The mean age of patients was 41.1 +/− 12.1 years. The number of female patients was greater than the number of males (8 males vs 28 females, P < .05), and the number of African American (AA) patients was greater than the number of Caucasian patients (30 AA vs 6, p < .05). Of the 36 patients, 14 were nondiabetics, 10 were diabetic, and 12 were prediabetic. For purpose of analysis, patients were grouped into two categories based on diabetic status. One group consisted of nondiabetic patients, while the other group consisted of prediabetic/diabetic patients. Table 1 presents clinical data by patient group.
TABLE 1.
Clinical data by patient group (mean +/− SD)

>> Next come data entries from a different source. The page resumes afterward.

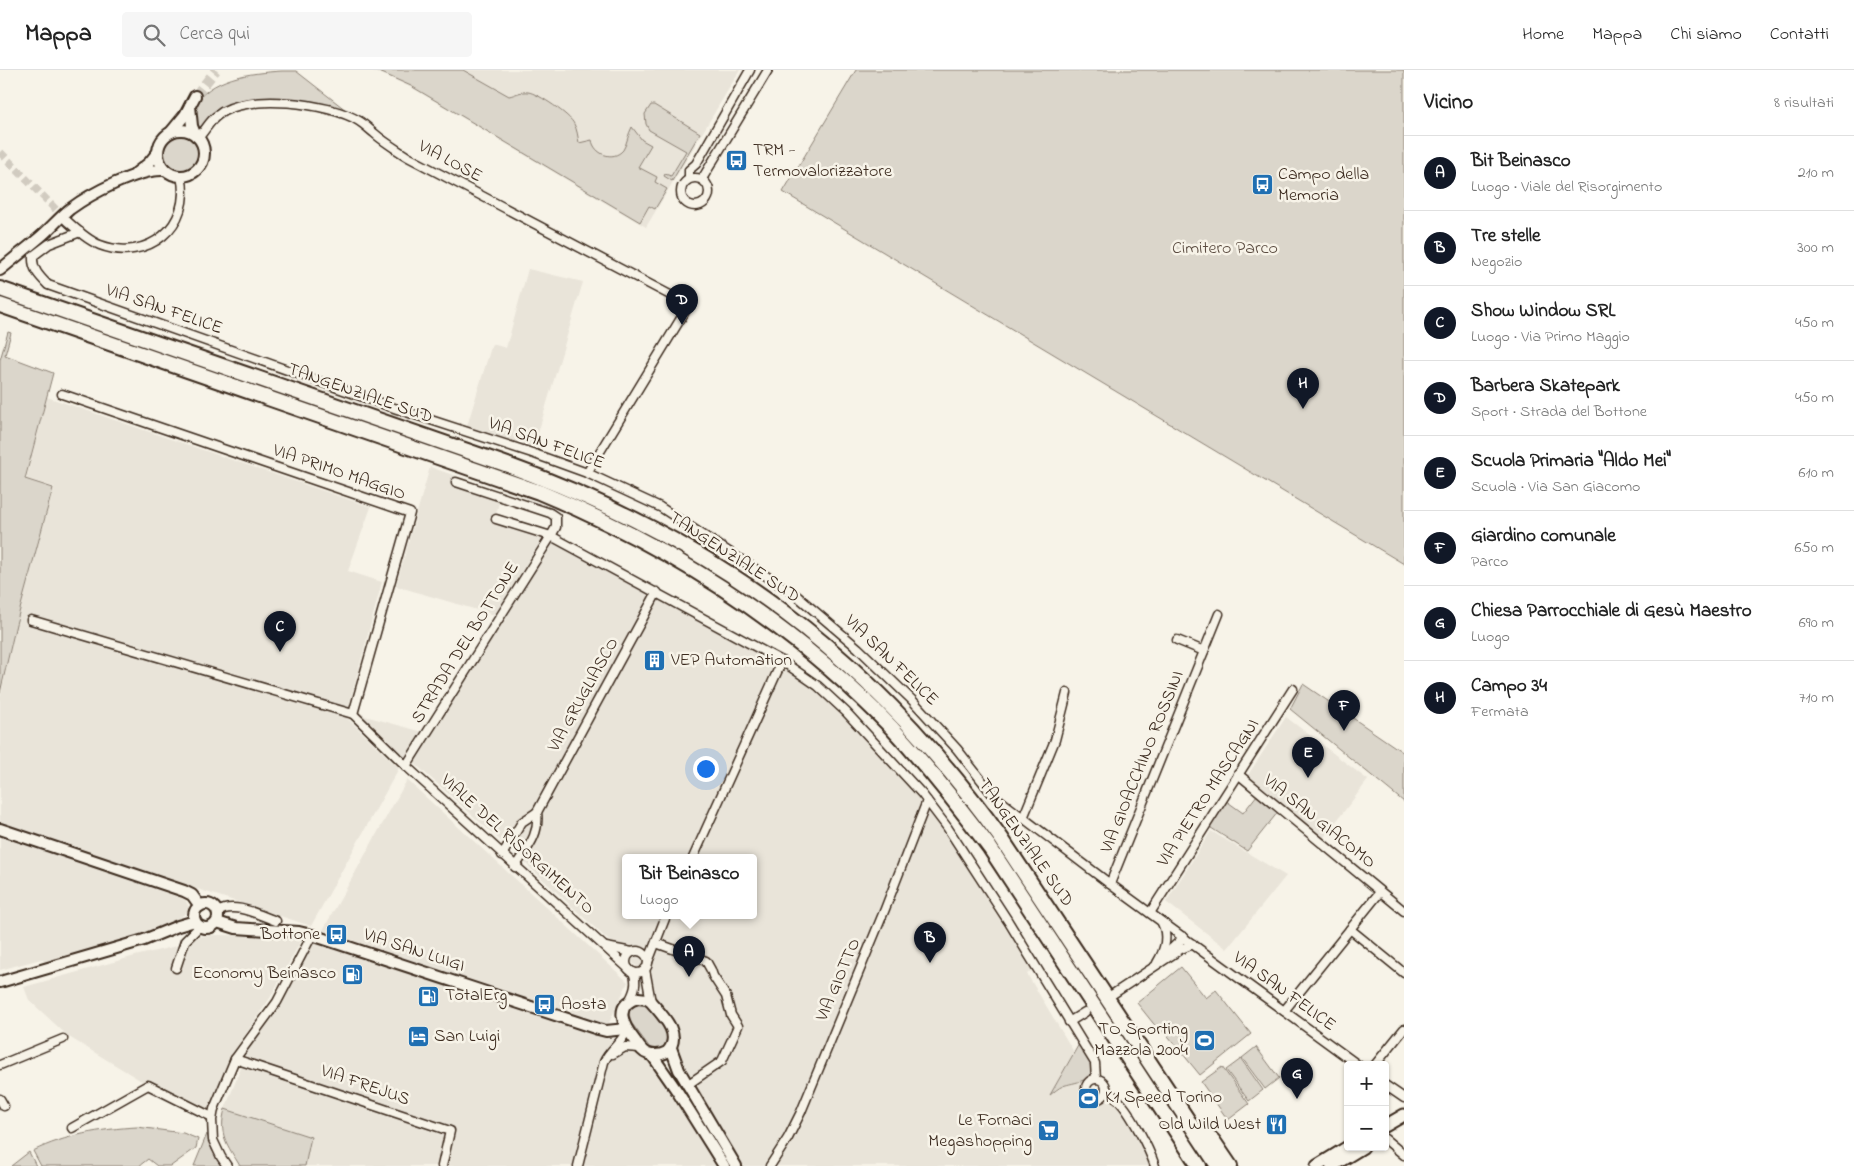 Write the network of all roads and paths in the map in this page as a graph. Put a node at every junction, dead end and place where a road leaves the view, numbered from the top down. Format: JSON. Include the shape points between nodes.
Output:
{"nodes":[{"id":1,"x":750,"y":70,"type":"edge"},
{"id":2,"x":768,"y":70,"type":"edge"},
{"id":3,"x":170,"y":133,"type":"junction"},
{"id":4,"x":197,"y":137,"type":"junction"},
{"id":5,"x":158,"y":152,"type":"junction"},
{"id":6,"x":165,"y":170,"type":"junction"},
{"id":7,"x":181,"y":176,"type":"junction"},
{"id":8,"x":129,"y":178,"type":"junction"},
{"id":9,"x":688,"y":179,"type":"junction"},
{"id":10,"x":702,"y":179,"type":"junction"},
{"id":11,"x":66,"y":220,"type":"tunnel mouth"},
{"id":12,"x":80,"y":232,"type":"junction"},
{"id":13,"x":0,"y":270,"type":"edge"},
{"id":14,"x":0,"y":289,"type":"edge"},
{"id":15,"x":0,"y":305,"type":"edge"},
{"id":16,"x":62,"y":394,"type":"dead end"},
{"id":17,"x":587,"y":473,"type":"junction"},
{"id":18,"x":456,"y":482,"type":"dead end"},
{"id":19,"x":496,"y":519,"type":"dead end"},
{"id":20,"x":551,"y":536,"type":"junction"},
{"id":21,"x":657,"y":592,"type":"junction"},
{"id":22,"x":1219,"y":614,"type":"dead end"},
{"id":23,"x":31,"y":620,"type":"dead end"},
{"id":24,"x":1177,"y":640,"type":"dead end"},
{"id":25,"x":1204,"y":651,"type":"junction"},
{"id":26,"x":782,"y":660,"type":"junction"},
{"id":27,"x":1293,"y":688,"type":"dead end"},
{"id":28,"x":1067,"y":693,"type":"dead end"},
{"id":29,"x":353,"y":714,"type":"junction"},
{"id":30,"x":406,"y":766,"type":"junction"},
{"id":31,"x":1238,"y":774,"type":"junction"},
{"id":32,"x":928,"y":801,"type":"junction"},
{"id":33,"x":537,"y":812,"type":"junction"},
{"id":34,"x":1023,"y":818,"type":"junction"},
{"id":35,"x":0,"y":829,"type":"edge"},
{"id":36,"x":695,"y":854,"type":"edge"},
{"id":37,"x":502,"y":855,"type":"junction"},
{"id":38,"x":516,"y":867,"type":"junction"},
{"id":39,"x":1110,"y":884,"type":"junction"},
{"id":40,"x":1380,"y":892,"type":"junction"},
{"id":41,"x":200,"y":906,"type":"junction"},
{"id":42,"x":1404,"y":911,"type":"edge"},
{"id":43,"x":1150,"y":913,"type":"junction"},
{"id":44,"x":218,"y":917,"type":"junction"},
{"id":45,"x":665,"y":919,"type":"edge"},
{"id":46,"x":276,"y":921,"type":"dead end"},
{"id":47,"x":1161,"y":921,"type":"junction"},
{"id":48,"x":197,"y":924,"type":"junction"},
{"id":49,"x":1350,"y":929,"type":"junction"},
{"id":50,"x":312,"y":935,"type":"junction"},
{"id":51,"x":1184,"y":938,"type":"junction"},
{"id":52,"x":656,"y":940,"type":"junction"},
{"id":53,"x":1193,"y":944,"type":"junction"},
{"id":54,"x":606,"y":947,"type":"junction"},
{"id":55,"x":636,"y":952,"type":"junction"},
{"id":56,"x":646,"y":966,"type":"junction"},
{"id":57,"x":1156,"y":966,"type":"junction"},
{"id":58,"x":176,"y":968,"type":"dead end"},
{"id":59,"x":631,"y":971,"type":"junction"},
{"id":60,"x":1404,"y":973,"type":"edge"},
{"id":61,"x":0,"y":982,"type":"edge"},
{"id":62,"x":1113,"y":994,"type":"dead end"},
{"id":63,"x":651,"y":1002,"type":"junction"},
{"id":64,"x":628,"y":1003,"type":"junction"},
{"id":65,"x":1284,"y":1011,"type":"junction"},
{"id":66,"x":1085,"y":1012,"type":"dead end"},
{"id":67,"x":622,"y":1013,"type":"junction"},
{"id":68,"x":1069,"y":1022,"type":"junction"},
{"id":69,"x":598,"y":1029,"type":"junction"},
{"id":70,"x":627,"y":1029,"type":"junction"},
{"id":71,"x":1404,"y":1029,"type":"edge"},
{"id":72,"x":63,"y":1039,"type":"dead end"},
{"id":73,"x":640,"y":1048,"type":"junction"},
{"id":74,"x":671,"y":1048,"type":"junction"},
{"id":75,"x":652,"y":1055,"type":"junction"},
{"id":76,"x":235,"y":1059,"type":"junction"},
{"id":77,"x":1353,"y":1061,"type":"edge"},
{"id":78,"x":1379,"y":1061,"type":"edge"},
{"id":79,"x":604,"y":1062,"type":"junction"},
{"id":80,"x":0,"y":1065,"type":"edge"},
{"id":81,"x":1096,"y":1079,"type":"junction"},
{"id":82,"x":1389,"y":1087,"type":"edge"},
{"id":83,"x":689,"y":1088,"type":"junction"},
{"id":84,"x":1106,"y":1089,"type":"junction"},
{"id":85,"x":681,"y":1096,"type":"junction"},
{"id":86,"x":1404,"y":1098,"type":"edge"},
{"id":87,"x":1098,"y":1100,"type":"junction"},
{"id":88,"x":1122,"y":1105,"type":"junction"},
{"id":89,"x":1182,"y":1110,"type":"junction"},
{"id":90,"x":213,"y":1113,"type":"junction"},
{"id":91,"x":1404,"y":1115,"type":"edge"},
{"id":92,"x":1389,"y":1124,"type":"edge"},
{"id":93,"x":1404,"y":1124,"type":"edge"},
{"id":94,"x":72,"y":1128,"type":"dead end"},
{"id":95,"x":1389,"y":1132,"type":"edge"},
{"id":96,"x":1389,"y":1142,"type":"edge"},
{"id":97,"x":1344,"y":1149,"type":"edge"},
{"id":98,"x":720,"y":1151,"type":"junction"},
{"id":99,"x":1356,"y":1151,"type":"edge"},
{"id":100,"x":1404,"y":1155,"type":"edge"},
{"id":101,"x":227,"y":1166,"type":"edge"},
{"id":102,"x":442,"y":1166,"type":"edge"},
{"id":103,"x":578,"y":1166,"type":"edge"},
{"id":104,"x":724,"y":1166,"type":"edge"},
{"id":105,"x":736,"y":1166,"type":"edge"},
{"id":106,"x":770,"y":1166,"type":"edge"},
{"id":107,"x":1155,"y":1166,"type":"edge"},
{"id":108,"x":1199,"y":1166,"type":"edge"},
{"id":109,"x":1218,"y":1166,"type":"edge"},
{"id":110,"x":1230,"y":1166,"type":"edge"},
{"id":111,"x":1317,"y":1166,"type":"edge"},
{"id":112,"x":1332,"y":1166,"type":"edge"}],
"edges":[{"from":1,"to":9,"type":"street","via":[[696,164],[689,170]]},
{"from":2,"to":10,"type":"street"},
{"from":3,"to":4,"type":"street","via":[[180,130]]},
{"from":3,"to":4,"type":"street","via":[[192,101],[192,126]]},
{"from":3,"to":5,"type":"street"},
{"from":4,"to":7,"type":"street","via":[[202,144],[203,159],[195,171]]},
{"from":4,"to":17,"type":"street","name":"VIA LOSE","via":[[217,115],[247,105],[288,102],[343,114],[359,121],[408,157],[689,305]]},
{"from":5,"to":6,"type":"street"},
{"from":5,"to":8,"type":"street"},
{"from":6,"to":7,"type":"street"},
{"from":6,"to":8,"type":"street"},
{"from":7,"to":12,"type":"street","via":[[182,207],[172,227],[159,239],[142,247],[116,249],[101,245]]},
{"from":8,"to":13,"type":"street","via":[[91,195]]},
{"from":9,"to":10,"type":"street"},
{"from":9,"to":10,"type":"street","via":[[682,185],[681,194],[685,202],[693,206],[704,203],[709,196],[709,188]]},
{"from":11,"to":12,"type":"street"},
{"from":12,"to":17,"type":"street","name":"VIA SAN FELICE","via":[[49,244],[33,256],[34,268],[48,285]]},
{"from":14,"to":89,"type":"highway","name":"TANGENZIALE SUD","via":[[545,478],[644,523],[743,582],[802,625],[857,672],[948,768],[1002,838]]},
{"from":15,"to":108,"type":"highway","name":"TANGENZIALE SUD","via":[[540,492],[650,544],[747,604],[815,656],[860,697],[952,798],[990,848]]},
{"from":16,"to":29,"type":"street","name":"VIA PRIMO MAGGIO","via":[[410,513]]},
{"from":17,"to":34,"type":"street","name":"VIA SAN FELICE","via":[[660,507],[796,596],[886,673],[957,749],[993,795]]},
{"from":18,"to":20,"type":"street","name":"STRADA DEL BOTTONE","via":[[554,515],[557,524]]},
{"from":19,"to":20,"type":"street"},
{"from":20,"to":21,"type":"street"},
{"from":20,"to":30,"type":"street","name":"STRADA DEL BOTTONE"},
{"from":21,"to":26,"type":"street"},
{"from":21,"to":33,"type":"street","name":"VIA GRUGLIASCO"},
{"from":22,"to":25,"type":"street","name":"VIA GIOACCHINO ROSSINI"},
{"from":23,"to":29,"type":"street"},
{"from":24,"to":25,"type":"street"},
{"from":25,"to":39,"type":"street","name":"VIA GIOACCHINO ROSSINI"},
{"from":26,"to":32,"type":"street","via":[[818,686],[846,712]]},
{"from":26,"to":36,"type":"street"},
{"from":27,"to":31,"type":"street","name":"VIA PIETRO MASCAGNI"},
{"from":28,"to":34,"type":"street","via":[[1055,740]]},
{"from":29,"to":30,"type":"street"},
{"from":30,"to":37,"type":"street","name":"VIALE DEL RISORGIMENTO"},
{"from":31,"to":40,"type":"street","name":"VIA SAN GIACOMO"},
{"from":31,"to":43,"type":"street","name":"VIA PIETRO MASCAGNI"},
{"from":32,"to":68,"type":"street","via":[[1005,916]]},
{"from":32,"to":106,"type":"street","name":"VIA GIOTTO","via":[[801,1112]]},
{"from":33,"to":37,"type":"street","name":"VIA GRUGLIASCO","via":[[522,822]]},
{"from":33,"to":38,"type":"street","name":"VIA GRUGLIASCO","via":[[537,832]]},
{"from":34,"to":39,"type":"street","name":"VIA SAN FELICE"},
{"from":35,"to":41,"type":"street","via":[[184,891],[192,895]]},
{"from":37,"to":38,"type":"street","name":"VIALE DEL RISORGIMENTO"},
{"from":38,"to":54,"type":"street","name":"VIALE DEL RISORGIMENTO"},
{"from":39,"to":43,"type":"street","name":"VIA SAN FELICE"},
{"from":40,"to":42,"type":"street","name":"VIA SAN GIACOMO"},
{"from":40,"to":49,"type":"street"},
{"from":41,"to":44,"type":"street","name":"VIA SAN LUIGI","via":[[211,905]]},
{"from":41,"to":48,"type":"street","via":[[195,912]]},
{"from":43,"to":47,"type":"street","name":"VIA SAN FELICE"},
{"from":44,"to":46,"type":"street","name":"VIA SAN LUIGI","via":[[225,908],[235,907]]},
{"from":44,"to":48,"type":"street","name":"VIA SAN LUIGI","via":[[209,928]]},
{"from":44,"to":50,"type":"street","name":"VIA SAN LUIGI","via":[[236,928]]},
{"from":45,"to":52,"type":"street"},
{"from":47,"to":51,"type":"street","name":"VIA SAN FELICE"},
{"from":47,"to":57,"type":"street","via":[[1166,944]]},
{"from":48,"to":58,"type":"street","via":[[185,941]]},
{"from":48,"to":61,"type":"street","name":"VIA SAN LUIGI","via":[[178,926],[144,940]]},
{"from":49,"to":60,"type":"street"},
{"from":49,"to":65,"type":"street"},
{"from":50,"to":69,"type":"street","name":"VIA SAN LUIGI"},
{"from":50,"to":76,"type":"street","via":[[277,1002]]},
{"from":51,"to":53,"type":"street","name":"VIA SAN FELICE"},
{"from":51,"to":57,"type":"street"},
{"from":52,"to":55,"type":"street"},
{"from":52,"to":56,"type":"street"},
{"from":52,"to":83,"type":"street","via":[[706,961],[738,1026],[725,1059]]},
{"from":53,"to":57,"type":"street"},
{"from":53,"to":65,"type":"street","name":"VIA SAN FELICE"},
{"from":54,"to":55,"type":"street"},
{"from":54,"to":59,"type":"street","name":"VIALE DEL RISORGIMENTO"},
{"from":55,"to":56,"type":"street","via":[[645,954]]},
{"from":55,"to":59,"type":"street","via":[[626,960]]},
{"from":56,"to":59,"type":"street","via":[[640,972]]},
{"from":56,"to":63,"type":"street"},
{"from":57,"to":62,"type":"street"},
{"from":59,"to":64,"type":"street","via":[[635,987]]},
{"from":63,"to":64,"type":"street","via":[[638,998]]},
{"from":63,"to":74,"type":"street","via":[[672,1030],[674,1041]]},
{"from":64,"to":67,"type":"street"},
{"from":65,"to":77,"type":"street","name":"VIA SAN FELICE"},
{"from":66,"to":68,"type":"street"},
{"from":67,"to":69,"type":"street","via":[[610,1026]]},
{"from":67,"to":70,"type":"street"},
{"from":68,"to":81,"type":"street","via":[[1095,1063]]},
{"from":69,"to":70,"type":"street","name":"VIA SAN LUIGI"},
{"from":70,"to":73,"type":"street"},
{"from":70,"to":79,"type":"street"},
{"from":71,"to":78,"type":"street"},
{"from":72,"to":80,"type":"street"},
{"from":73,"to":75,"type":"street"},
{"from":73,"to":79,"type":"street","via":[[625,1047]]},
{"from":74,"to":75,"type":"street","via":[[663,1054]]},
{"from":74,"to":83,"type":"street","via":[[674,1061]]},
{"from":75,"to":85,"type":"street"},
{"from":76,"to":90,"type":"street"},
{"from":76,"to":102,"type":"street","name":"VIA FREJUS","via":[[450,1131]]},
{"from":79,"to":103,"type":"street"},
{"from":81,"to":84,"type":"street","via":[[1104,1082]]},
{"from":81,"to":87,"type":"street","via":[[1089,1081],[1085,1088],[1089,1098]]},
{"from":82,"to":86,"type":"street"},
{"from":83,"to":85,"type":"street"},
{"from":83,"to":98,"type":"street"},
{"from":84,"to":87,"type":"street"},
{"from":84,"to":88,"type":"street"},
{"from":85,"to":98,"type":"street"},
{"from":87,"to":88,"type":"street"},
{"from":88,"to":107,"type":"street"},
{"from":89,"to":109,"type":"highway","name":"TANGENZIALE SUD"},
{"from":89,"to":110,"type":"highway","via":[[1213,1141]]},
{"from":90,"to":94,"type":"street","via":[[148,1085]]},
{"from":90,"to":101,"type":"street","via":[[213,1140]]},
{"from":91,"to":92,"type":"main road"},
{"from":93,"to":95,"type":"main road"},
{"from":96,"to":100,"type":"street"},
{"from":97,"to":111,"type":"main road"},
{"from":98,"to":104,"type":"street"},
{"from":98,"to":105,"type":"street"},
{"from":99,"to":112,"type":"main road"}]}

| Clinical data | Nondiabetic (n = 14) | Prediabetic/diabetic (n = 22) |
|---|---|---|
| HbA1c (%) | 5.4 +/− 0.2 | 6.4 +/− 0.8* |
| Glucose (ng/dL) | 97.0 +/− 20.3 | 106.1 +/− 26.2 |
| Race | 13 AA, 1 W | 17 AA, 5 W |
| Age | 37.4 +/− 10.5 | 42.9 +/− 12.5 |
| Gender | 13 F, 1 M | 15 F, 7 M |
| BMI (kg/m2) | 47.8 +/− 10.1 | 49.8 +/− 6.5 |
| Cholesterol (mg/dL) | 194.2 +/− 35.3 | 191.7 +/− 39.4 |
| HDL (mg/dL) | 58.1 +/− 21.8 | 46.3 +/− 13.2 |
| LDL (mg/dL) | 121.8 +/− 23.3 | 112.6 +/− 26.0 |
| TG (mg/dL) | 132.0 +/− 61.6 | 144.8 +/− 101.7 |
| Systolic BP (mm Hg) | 126.7 +/− 15.6 | 124.1 +/− 15.4 |
| Diastolic BP (mm Hg) | 77.0 +/− 11.0 | 78.1 +/− 8.7 |
Abbreviations: AA, African American; BMI, body mass index; BP, blood pressure; F, female; HbA1c, glycosylated hemoglobin; HDL, high‐density lipoprotein; LDL, low‐density lipoprotein; M, male; TG, triglycerides; W, White.
P < .05.
Mean preoperative glycosylated hemoglobin levels were assessed by a two‐tailed Welch t test and were found to be significantly higher in the prediabetic/diabetic group compared to the nondiabetic group (p < .05, t = 5.7). While mean glucose levels, BMI, high‐density lipoproteins (HDL), low‐density lipoproteins (LDL), triglycerides (TG), and systolic and diastolic blood pressure did not statistically differ between the two groups.
2.2. Liquid chromatography‐mass spectrometry
Liquid chromatography‐mass spectrometry (LC‐MS) was performed at the Lipidomics Core Facility of the Pathology Department at Wayne State University. Lipids were extracted from visceral and subcutaneous adipose tissue samples, and sphingolipids were analyzed following published methods. 33
2.2.1. Tissue samples
To prepare tissue homogenate, frozen tissue samples were kept at a ratio of tissue weight to buffer volume as 10% (w/v). Frozen tissue was homogenized (3‐4 times) with ice‐cold buffer (0.25 M sucrose, 25 mM KCl, 50 mM Tris, and 0.5 mM EDTA, pH 7.4). The amount of tissue homogenate for analysis was established through S protein concentration measurement (Bio‐Rad protein assay).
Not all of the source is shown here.